**TASK OBJECTIVE**: Below is a listing. Gather each line of it that contains "lane".

**STORED DATA**:

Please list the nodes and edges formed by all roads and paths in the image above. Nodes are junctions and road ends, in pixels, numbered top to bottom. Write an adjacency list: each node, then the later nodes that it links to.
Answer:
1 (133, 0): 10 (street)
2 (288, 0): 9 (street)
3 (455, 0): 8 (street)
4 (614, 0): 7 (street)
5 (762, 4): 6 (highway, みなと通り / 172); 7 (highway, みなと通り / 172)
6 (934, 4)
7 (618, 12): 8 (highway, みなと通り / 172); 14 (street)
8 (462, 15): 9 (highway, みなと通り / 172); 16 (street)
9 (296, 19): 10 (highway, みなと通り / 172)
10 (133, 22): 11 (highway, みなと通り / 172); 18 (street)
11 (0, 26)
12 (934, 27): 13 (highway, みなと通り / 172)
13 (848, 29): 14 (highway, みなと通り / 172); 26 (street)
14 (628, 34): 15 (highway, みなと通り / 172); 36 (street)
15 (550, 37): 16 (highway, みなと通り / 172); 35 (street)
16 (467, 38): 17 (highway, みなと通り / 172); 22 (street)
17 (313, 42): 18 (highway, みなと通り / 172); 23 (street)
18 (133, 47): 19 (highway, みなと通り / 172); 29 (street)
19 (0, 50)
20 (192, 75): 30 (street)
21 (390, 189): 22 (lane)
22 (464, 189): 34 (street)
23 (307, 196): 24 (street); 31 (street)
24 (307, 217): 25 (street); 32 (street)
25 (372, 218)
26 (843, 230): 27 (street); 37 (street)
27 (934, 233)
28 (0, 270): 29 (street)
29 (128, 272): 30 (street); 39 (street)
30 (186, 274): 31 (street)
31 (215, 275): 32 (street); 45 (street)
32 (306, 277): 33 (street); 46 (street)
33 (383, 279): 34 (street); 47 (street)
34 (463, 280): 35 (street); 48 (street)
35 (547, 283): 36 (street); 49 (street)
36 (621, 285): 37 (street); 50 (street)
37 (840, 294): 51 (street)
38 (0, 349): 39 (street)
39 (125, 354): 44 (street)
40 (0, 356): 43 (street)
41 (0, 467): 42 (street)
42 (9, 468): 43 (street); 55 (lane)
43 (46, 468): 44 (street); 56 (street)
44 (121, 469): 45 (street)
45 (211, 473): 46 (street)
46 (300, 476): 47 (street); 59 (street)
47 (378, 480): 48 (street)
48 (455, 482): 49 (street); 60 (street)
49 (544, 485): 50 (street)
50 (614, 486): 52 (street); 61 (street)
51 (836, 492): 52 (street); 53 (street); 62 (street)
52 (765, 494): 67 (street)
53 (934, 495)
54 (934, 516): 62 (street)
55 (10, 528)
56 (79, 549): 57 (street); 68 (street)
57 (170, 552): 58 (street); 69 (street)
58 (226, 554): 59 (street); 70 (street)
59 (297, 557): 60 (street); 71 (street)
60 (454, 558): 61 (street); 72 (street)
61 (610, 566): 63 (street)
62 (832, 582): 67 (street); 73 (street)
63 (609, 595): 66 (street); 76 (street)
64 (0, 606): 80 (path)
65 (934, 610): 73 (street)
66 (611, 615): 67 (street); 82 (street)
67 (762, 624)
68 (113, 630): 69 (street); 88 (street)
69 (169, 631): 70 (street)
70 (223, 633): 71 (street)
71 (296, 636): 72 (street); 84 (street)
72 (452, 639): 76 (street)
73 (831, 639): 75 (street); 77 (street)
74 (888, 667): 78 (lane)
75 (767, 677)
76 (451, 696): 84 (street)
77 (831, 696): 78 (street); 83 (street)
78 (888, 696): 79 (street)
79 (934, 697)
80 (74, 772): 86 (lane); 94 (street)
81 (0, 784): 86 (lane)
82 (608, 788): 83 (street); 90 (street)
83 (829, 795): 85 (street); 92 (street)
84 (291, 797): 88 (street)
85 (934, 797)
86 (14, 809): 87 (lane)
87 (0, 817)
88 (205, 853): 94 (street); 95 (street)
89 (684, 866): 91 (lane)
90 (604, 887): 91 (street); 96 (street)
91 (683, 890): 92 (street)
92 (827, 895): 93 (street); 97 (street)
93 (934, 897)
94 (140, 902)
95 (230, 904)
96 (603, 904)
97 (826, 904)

**PROBLEM SOLUTION**:
21 (390, 189): 22 (lane)
42 (9, 468): 43 (street); 55 (lane)
74 (888, 667): 78 (lane)
80 (74, 772): 86 (lane); 94 (street)
81 (0, 784): 86 (lane)
86 (14, 809): 87 (lane)
89 (684, 866): 91 (lane)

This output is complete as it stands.